Aku mendengarkan dengan bingung, antara percaya dan tidak percaya tapi Mbak Nik tak mungkin berbohong, kakak satu-satunya yang sampai saat ini tak juga menikah di usianya yang semakin senja, sama dengaku yang belum menemukan pendamping.  Lalu Mbak Nik melanjutkan kisahnya.

“Seperti yang kamu tahu, bapak dan ibu meninggal dalam waktu berdekatan kan, keduanya seolah sama-sama diganggu oleh bayangan dan mimpi buruk yang sama, semakin kurus dan kurus, tak mau makan dan selesai sudah, maaf jika aku tak bercerita detil padamu, jadi aku minta kamu jangan ke sana, jangan seperti bapak yang sok tidak percaya, tinggal kita berdua yang masih tersisa.” Aku hanya mengangguk pelan.

Keesokan harinya timbul keinginan untuk mendatangi sahabat keciku Ririn, aku ingin mengetahui keadannya.

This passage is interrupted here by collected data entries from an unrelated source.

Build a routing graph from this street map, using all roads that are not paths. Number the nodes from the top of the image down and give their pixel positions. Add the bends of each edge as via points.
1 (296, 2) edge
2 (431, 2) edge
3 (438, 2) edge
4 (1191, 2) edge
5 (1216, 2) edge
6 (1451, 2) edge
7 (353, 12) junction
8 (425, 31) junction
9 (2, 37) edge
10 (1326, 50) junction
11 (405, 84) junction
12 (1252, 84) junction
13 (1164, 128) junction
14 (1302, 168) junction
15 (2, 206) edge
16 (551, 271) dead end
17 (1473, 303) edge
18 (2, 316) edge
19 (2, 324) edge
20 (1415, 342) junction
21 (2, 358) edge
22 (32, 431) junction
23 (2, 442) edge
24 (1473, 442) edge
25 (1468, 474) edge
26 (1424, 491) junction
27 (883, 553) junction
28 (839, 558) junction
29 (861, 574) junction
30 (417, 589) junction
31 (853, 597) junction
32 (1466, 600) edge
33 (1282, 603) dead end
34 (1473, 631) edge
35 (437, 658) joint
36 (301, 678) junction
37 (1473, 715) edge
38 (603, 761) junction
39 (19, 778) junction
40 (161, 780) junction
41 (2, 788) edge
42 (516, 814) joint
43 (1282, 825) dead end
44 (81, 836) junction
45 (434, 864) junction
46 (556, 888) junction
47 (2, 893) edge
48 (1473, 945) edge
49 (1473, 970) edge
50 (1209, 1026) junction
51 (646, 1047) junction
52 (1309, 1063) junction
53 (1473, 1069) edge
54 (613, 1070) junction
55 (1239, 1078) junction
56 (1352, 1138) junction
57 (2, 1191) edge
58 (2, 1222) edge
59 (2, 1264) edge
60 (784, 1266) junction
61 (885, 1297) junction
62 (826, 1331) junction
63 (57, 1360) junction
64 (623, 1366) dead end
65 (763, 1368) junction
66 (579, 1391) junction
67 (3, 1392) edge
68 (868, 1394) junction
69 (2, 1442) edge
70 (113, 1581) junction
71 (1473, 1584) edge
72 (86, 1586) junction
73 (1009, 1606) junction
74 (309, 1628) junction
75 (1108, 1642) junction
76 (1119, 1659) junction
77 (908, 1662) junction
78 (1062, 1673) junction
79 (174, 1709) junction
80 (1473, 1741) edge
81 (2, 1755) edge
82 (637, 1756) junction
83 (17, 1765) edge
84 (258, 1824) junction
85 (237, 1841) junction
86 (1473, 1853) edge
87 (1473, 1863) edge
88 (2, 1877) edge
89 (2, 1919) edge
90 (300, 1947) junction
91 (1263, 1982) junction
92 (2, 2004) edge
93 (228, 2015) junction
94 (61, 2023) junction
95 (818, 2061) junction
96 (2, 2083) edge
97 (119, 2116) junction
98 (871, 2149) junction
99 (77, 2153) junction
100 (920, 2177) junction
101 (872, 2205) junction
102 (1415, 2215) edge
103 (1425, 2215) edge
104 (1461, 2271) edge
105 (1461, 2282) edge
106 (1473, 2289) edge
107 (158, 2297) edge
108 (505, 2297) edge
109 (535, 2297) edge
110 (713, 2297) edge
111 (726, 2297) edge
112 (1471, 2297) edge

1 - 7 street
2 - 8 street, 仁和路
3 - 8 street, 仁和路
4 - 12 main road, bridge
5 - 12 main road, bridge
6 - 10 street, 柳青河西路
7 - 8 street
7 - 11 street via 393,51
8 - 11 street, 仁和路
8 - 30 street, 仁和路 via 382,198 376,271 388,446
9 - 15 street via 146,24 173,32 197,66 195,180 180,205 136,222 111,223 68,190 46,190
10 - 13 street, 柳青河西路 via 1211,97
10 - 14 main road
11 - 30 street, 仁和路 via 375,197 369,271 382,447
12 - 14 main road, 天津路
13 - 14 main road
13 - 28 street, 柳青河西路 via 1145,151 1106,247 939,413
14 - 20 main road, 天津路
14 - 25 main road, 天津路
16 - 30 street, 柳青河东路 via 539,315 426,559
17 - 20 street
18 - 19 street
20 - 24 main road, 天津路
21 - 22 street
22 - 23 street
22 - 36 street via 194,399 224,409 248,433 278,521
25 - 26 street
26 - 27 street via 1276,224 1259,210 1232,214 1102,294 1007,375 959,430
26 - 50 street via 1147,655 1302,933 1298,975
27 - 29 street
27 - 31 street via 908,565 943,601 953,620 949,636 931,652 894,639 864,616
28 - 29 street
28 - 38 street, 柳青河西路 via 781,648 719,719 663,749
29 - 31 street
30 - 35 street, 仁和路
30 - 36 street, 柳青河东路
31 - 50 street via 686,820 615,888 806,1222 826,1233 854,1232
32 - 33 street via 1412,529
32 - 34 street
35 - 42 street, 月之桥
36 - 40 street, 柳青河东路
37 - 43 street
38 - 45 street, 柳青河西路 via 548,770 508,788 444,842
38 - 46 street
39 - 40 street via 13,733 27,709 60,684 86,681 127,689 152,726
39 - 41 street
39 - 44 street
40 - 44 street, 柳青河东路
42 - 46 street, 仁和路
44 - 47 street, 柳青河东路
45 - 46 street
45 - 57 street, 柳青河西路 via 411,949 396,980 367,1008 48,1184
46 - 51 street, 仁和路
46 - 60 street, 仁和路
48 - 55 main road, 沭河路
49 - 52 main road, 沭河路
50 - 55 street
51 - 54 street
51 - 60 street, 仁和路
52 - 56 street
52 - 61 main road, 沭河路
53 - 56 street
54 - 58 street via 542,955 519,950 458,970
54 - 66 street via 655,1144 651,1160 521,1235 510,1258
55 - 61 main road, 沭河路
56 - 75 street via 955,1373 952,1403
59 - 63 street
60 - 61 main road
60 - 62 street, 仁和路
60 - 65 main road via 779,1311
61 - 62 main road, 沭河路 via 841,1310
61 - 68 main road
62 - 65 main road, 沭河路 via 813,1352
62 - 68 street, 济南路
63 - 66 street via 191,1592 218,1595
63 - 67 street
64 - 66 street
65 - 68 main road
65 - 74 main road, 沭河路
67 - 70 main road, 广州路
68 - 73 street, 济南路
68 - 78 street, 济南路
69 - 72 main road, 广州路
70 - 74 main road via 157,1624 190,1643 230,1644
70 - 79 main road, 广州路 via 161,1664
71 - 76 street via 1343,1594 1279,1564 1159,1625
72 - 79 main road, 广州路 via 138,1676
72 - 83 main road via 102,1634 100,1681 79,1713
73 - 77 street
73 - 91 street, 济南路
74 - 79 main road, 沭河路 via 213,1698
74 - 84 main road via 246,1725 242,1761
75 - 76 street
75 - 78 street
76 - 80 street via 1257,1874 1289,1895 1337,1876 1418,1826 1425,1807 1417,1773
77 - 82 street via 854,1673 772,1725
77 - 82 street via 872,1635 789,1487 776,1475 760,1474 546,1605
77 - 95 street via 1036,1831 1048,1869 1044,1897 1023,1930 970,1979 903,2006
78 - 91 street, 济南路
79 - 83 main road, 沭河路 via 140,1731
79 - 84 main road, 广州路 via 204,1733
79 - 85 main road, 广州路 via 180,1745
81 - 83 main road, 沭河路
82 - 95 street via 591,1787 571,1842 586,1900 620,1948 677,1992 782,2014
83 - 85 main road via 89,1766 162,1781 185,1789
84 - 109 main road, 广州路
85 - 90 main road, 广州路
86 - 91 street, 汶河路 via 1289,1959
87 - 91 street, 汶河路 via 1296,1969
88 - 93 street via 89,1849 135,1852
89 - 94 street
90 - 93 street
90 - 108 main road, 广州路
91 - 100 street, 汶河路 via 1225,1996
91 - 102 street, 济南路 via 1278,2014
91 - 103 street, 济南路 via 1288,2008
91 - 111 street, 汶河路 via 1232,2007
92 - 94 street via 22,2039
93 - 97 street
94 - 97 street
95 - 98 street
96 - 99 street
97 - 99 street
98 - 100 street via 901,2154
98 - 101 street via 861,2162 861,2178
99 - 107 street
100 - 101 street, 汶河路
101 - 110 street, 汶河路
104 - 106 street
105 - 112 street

“Ada yang bisa saya bantu,” sapaan itu mengagetkanku saat aku berdiri di sebuah rumah mungil bercat putih nan asri.

 “Bisa bertemu Ririn, Bu, saya teman kecilnya.” Ibu itu tidak menyahut hanya memberi kode agar masuk mengikutinya ke kamar belakang yang berhadapan dengan taman. Di kamar itu aku hanya melihat sosok kurus dan tatapan kosong melihat ke luar jendela, sambil bergumam tak jelas, wajahnya tak berubah, ini Ririn, Ririn temanku. Aku teringat cerita Bu Er, bahwa cincin mirah delimalah yang menjadi penyebab kisah tragis itu dan kini aku melihat ia mempermainkan cincin itu ditangannya. Aku bergerak perlahanan mendekati Ririn. Aku berusaha mengambilnya tapi Ririn dengan cepat menggenggamnya sangat erat sembari bergumam bahwa dalam cincin itulah seluruh jiwa keluarganya berkumpul. Aku dan bibi Ririn berusaha merebut cincin itu, terlihat kemarahan  pada wajah bibi Ririn seolah aku lancang ikut campur masalah keluarganya. Kami saling dorong sampai akhirnya tanganku mampu merebutnya dan aku lempar cincin itu ke luar jendela lalu menggelinding entah ke mana

. Seketika itu juga jeritan melengking ke luar dari mulut Ririn, tatapan matanya mengerikan, melotot, lalu lemas dan tak bernyawa, bibi Ririn menangis meraung, ia peluk keponakannya, satu-satunya generasi anak kakaknya yang tersisa. Selesai sudah kegerian ini, tangisku pecah melihat jasadnya yang seolah melihat kengerian tiada batas, aku usap berkali-kali wajahnya namun matanya masih saja menatap kosong pada alam lain yang tak mungkin aku jangkau. Damailah di sisi Tuhan temanku. Selesai sudah cerita yang tak ada ujung ini karena siapapun yang menemukan cincin itu maka kengerian akan terus berlanjut.